■ Action item ■
Pull each line holding "bottom" out of the entries below.

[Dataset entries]
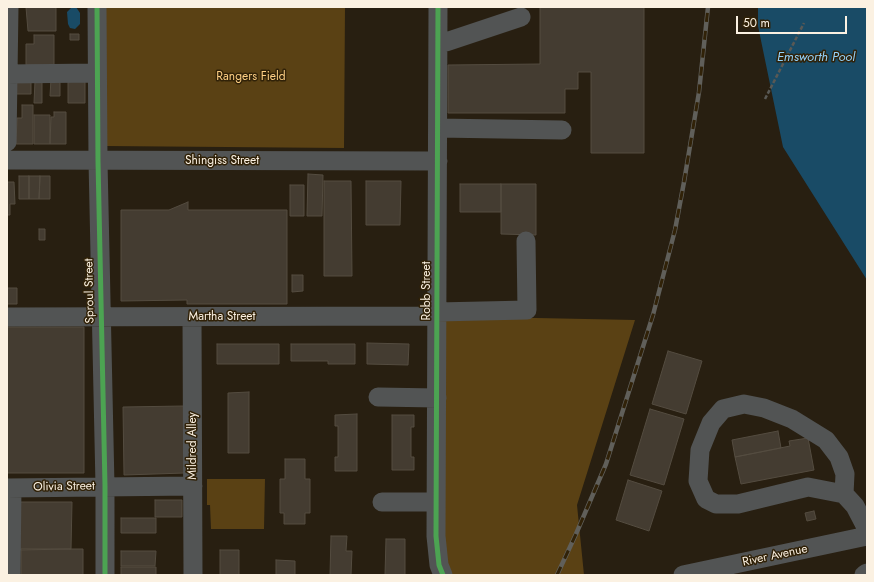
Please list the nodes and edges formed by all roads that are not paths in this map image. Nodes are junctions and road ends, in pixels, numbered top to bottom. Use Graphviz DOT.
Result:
graph roads {
  1 [pos="8,7"];
  2 [pos="97,7"];
  3 [pos="438,7"];
  4 [pos="521,17"];
  5 [pos="438,40"];
  6 [pos="97,73"];
  7 [pos="8,74"];
  8 [pos="438,128"];
  9 [pos="562,130"];
  10 [pos="7,142"];
  11 [pos="7,160"];
  12 [pos="98,161"];
  13 [pos="438,161"];
  14 [pos="526,241"];
  15 [pos="437,314"];
  16 [pos="7,317"];
  17 [pos="192,317"];
  18 [pos="101,318"];
  19 [pos="378,397"];
  20 [pos="436,398"];
  21 [pos="105,486"];
  22 [pos="193,486"];
  23 [pos="10,488"];
  24 [pos="844,494"];
  25 [pos="382,502"];
  26 [pos="436,502"];
  27 [pos="867,529"];
  28 [pos="867,536"];
  29 [pos="743,569"];
  30 [pos="867,573"];
  31 [pos="11,575"];
  32 [pos="105,575"];
  33 [pos="193,575"];
  34 [pos="442,575"];
  35 [pos="683,575"];
  36 [pos="864,575"];
  1 -- 7 [label="street"];
  2 -- 6 [label="street, Sproul Street"];
  3 -- 5 [label="street, Robb Street"];
  4 -- 5 [label="street"];
  5 -- 8 [label="street, Robb Street"];
  6 -- 7 [label="street"];
  6 -- 12 [label="street, Sproul Street"];
  7 -- 10 [label="street"];
  8 -- 9 [label="street"];
  8 -- 13 [label="street, Robb Street"];
  11 -- 12 [label="street, Shingiss Street"];
  12 -- 13 [label="street, Shingiss Street"];
  12 -- 18 [label="street, Sproul Street"];
  13 -- 15 [label="street, Robb Street"];
  14 -- 15 [label="street, Martha Street"];
  15 -- 17 [label="street, Martha Street"];
  15 -- 20 [label="street, Robb Street"];
  16 -- 18 [label="street, Martha Street"];
  17 -- 18 [label="street, Martha Street"];
  17 -- 22 [label="street, Mildred Alley"];
  18 -- 21 [label="street, Sproul Street"];
  19 -- 20 [label="street"];
  20 -- 26 [label="street, Robb Street"];
  21 -- 22 [label="street, Olivia Street"];
  21 -- 23 [label="street, Olivia Street"];
  21 -- 32 [label="street, Sproul Street"];
  22 -- 33 [label="street, Mildred Alley"];
  23 -- 31 [label="street"];
  24 -- 24 [label="street"];
  24 -- 27 [label="street"];
  25 -- 26 [label="street"];
  26 -- 34 [label="street, Robb Street"];
  28 -- 29 [label="street, River Avenue"];
  29 -- 35 [label="street, River Avenue"];
  30 -- 36 [label="street"];
}
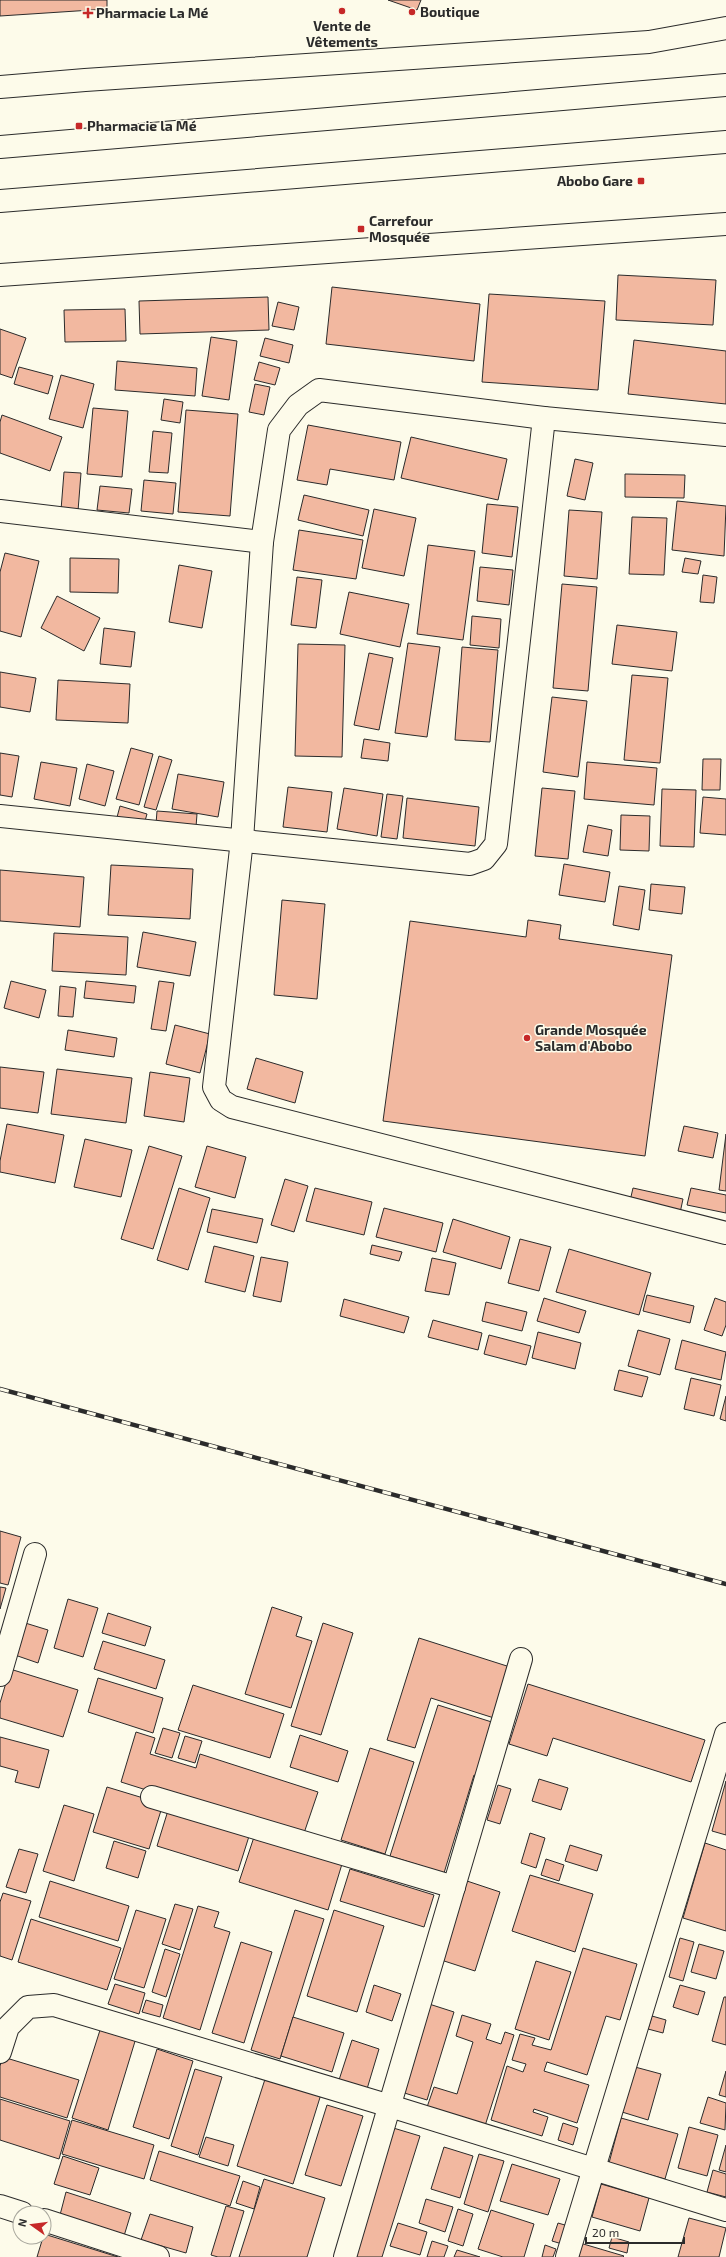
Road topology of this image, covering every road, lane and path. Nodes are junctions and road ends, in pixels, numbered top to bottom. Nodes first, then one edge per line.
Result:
1 (726, 28) edge
2 (726, 85) edge
3 (0, 87) edge
4 (726, 142) edge
5 (0, 147) edge
6 (0, 201) edge
7 (726, 224) edge
8 (0, 275) edge
9 (544, 418) junction
10 (726, 436) edge
11 (0, 511) edge
12 (262, 542) junction
13 (0, 816) edge
14 (242, 840) junction
15 (726, 1233) edge
16 (35, 1554) dead end
17 (521, 1659) dead end
18 (0, 1676) edge
19 (726, 1734) edge
20 (152, 1797) dead end
21 (454, 1887) junction
22 (0, 2052) edge
23 (390, 2106) junction
24 (594, 2170) junction
25 (0, 2206) edge
26 (12, 2210) edge
27 (726, 2210) edge
28 (52, 2223) edge
29 (158, 2257) edge
30 (344, 2257) edge
31 (567, 2257) edge

1 - 3 street
2 - 5 street
4 - 6 street
7 - 8 street
9 - 10 street
9 - 12 street
9 - 14 street
11 - 12 street
12 - 14 street
13 - 14 street
14 - 15 street
16 - 18 street
17 - 21 street
19 - 24 street
20 - 21 street
21 - 23 street
22 - 23 street
23 - 24 street
23 - 30 street
24 - 27 street
24 - 31 street
25 - 26 street
28 - 29 street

■ Answer space ■
Please list the nodes and edges formed by all roads that are not paths in this map image. Nodes are junctions and road ends, in pixels, numbered top to bottom. Use Graphviz DOT.
Road topology of this image, covering every road, lane and path. Nodes are junctions and road ends, in pixels, numbered top to bottom. Nodes first, then one edge per line.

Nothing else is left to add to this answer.